Stored items
※

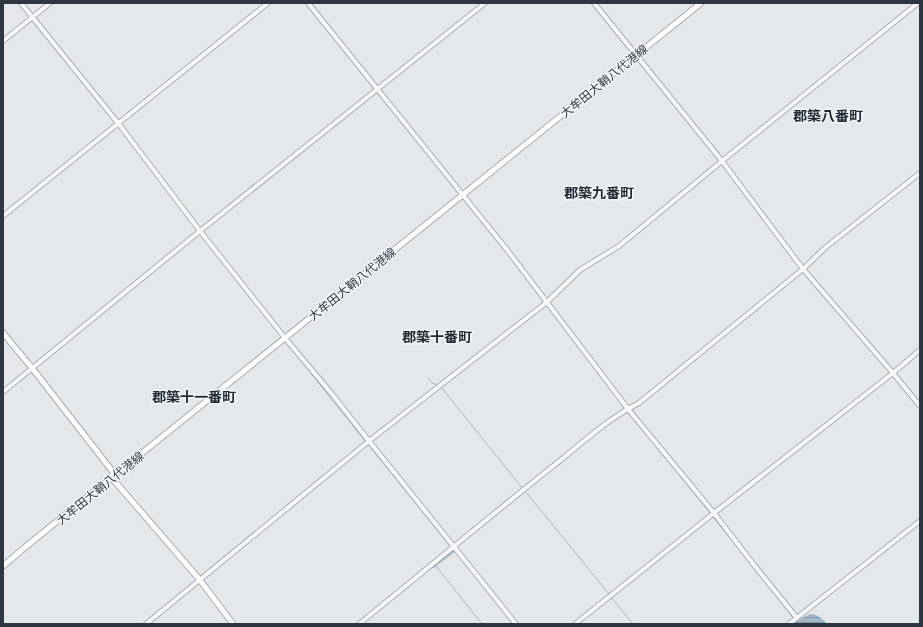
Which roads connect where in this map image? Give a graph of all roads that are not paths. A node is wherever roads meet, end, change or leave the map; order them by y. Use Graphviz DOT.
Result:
graph roads {
  1 [pos="21,3"];
  2 [pos="50,3"];
  3 [pos="268,3"];
  4 [pos="308,3"];
  5 [pos="485,3"];
  6 [pos="594,3"];
  7 [pos="701,3"];
  8 [pos="918,3"];
  9 [pos="32,17"];
  10 [pos="3,40"];
  11 [pos="636,55"];
  12 [pos="378,90"];
  13 [pos="118,123"];
  14 [pos="722,161"];
  15 [pos="920,174"];
  16 [pos="462,195"];
  17 [pos="3,216"];
  18 [pos="200,231"];
  19 [pos="803,269"];
  20 [pos="547,302"];
  21 [pos="3,333"];
  22 [pos="285,338"];
  23 [pos="920,350"];
  24 [pos="32,368"];
  25 [pos="893,372"];
  26 [pos="3,392"];
  27 [pos="920,406"];
  28 [pos="628,409"];
  29 [pos="368,441"];
  30 [pos="112,478"];
  31 [pos="713,514"];
  32 [pos="920,521"];
  33 [pos="452,548"];
  34 [pos="3,566"];
  35 [pos="200,580"];
  36 [pos="795,619"];
  37 [pos="146,624"];
  38 [pos="233,624"];
  39 [pos="359,624"];
  40 [pos="516,624"];
  41 [pos="575,624"];
  42 [pos="789,624"];
  1 -- 9 [label="street"];
  2 -- 9 [label="street"];
  3 -- 13 [label="street"];
  4 -- 12 [label="street"];
  5 -- 12 [label="street"];
  6 -- 11 [label="street"];
  7 -- 11 [label="main road, 大牟田大鞘八代港線"];
  8 -- 14 [label="street"];
  9 -- 10 [label="street"];
  9 -- 13 [label="street"];
  11 -- 14 [label="street"];
  11 -- 16 [label="main road, 大牟田大鞘八代港線"];
  12 -- 16 [label="street"];
  12 -- 18 [label="street"];
  13 -- 17 [label="street"];
  13 -- 18 [label="street"];
  14 -- 19 [label="street"];
  14 -- 20 [label="street"];
  15 -- 19 [label="street"];
  16 -- 20 [label="street"];
  16 -- 22 [label="main road, 大牟田大鞘八代港線"];
  18 -- 22 [label="street"];
  18 -- 24 [label="street"];
  19 -- 25 [label="street"];
  19 -- 28 [label="street"];
  20 -- 28 [label="street"];
  20 -- 29 [label="street"];
  21 -- 24 [label="main road"];
  22 -- 29 [label="street"];
  22 -- 30 [label="main road, 大牟田大鞘八代港線"];
  23 -- 25 [label="street"];
  24 -- 26 [label="street"];
  24 -- 30 [label="main road"];
  25 -- 27 [label="street"];
  25 -- 31 [label="street"];
  28 -- 31 [label="street"];
  28 -- 33 [label="street"];
  29 -- 33 [label="street"];
  29 -- 35 [label="street"];
  30 -- 34 [label="main road, 大牟田大鞘八代港線"];
  30 -- 35 [label="main road"];
  31 -- 36 [label="street"];
  31 -- 41 [label="street"];
  32 -- 36 [label="street"];
  33 -- 39 [label="street"];
  33 -- 40 [label="street"];
  35 -- 37 [label="street"];
  35 -- 38 [label="main road"];
  36 -- 42 [label="street"];
}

※

*Requirement*. Which lines of the records contain the word "大牟田大鞘八代港線"? Copy each of them.

*Written reply*.
  7 -- 11 [label="main road, 大牟田大鞘八代港線"];
  11 -- 16 [label="main road, 大牟田大鞘八代港線"];
  16 -- 22 [label="main road, 大牟田大鞘八代港線"];
  22 -- 30 [label="main road, 大牟田大鞘八代港線"];
  30 -- 34 [label="main road, 大牟田大鞘八代港線"];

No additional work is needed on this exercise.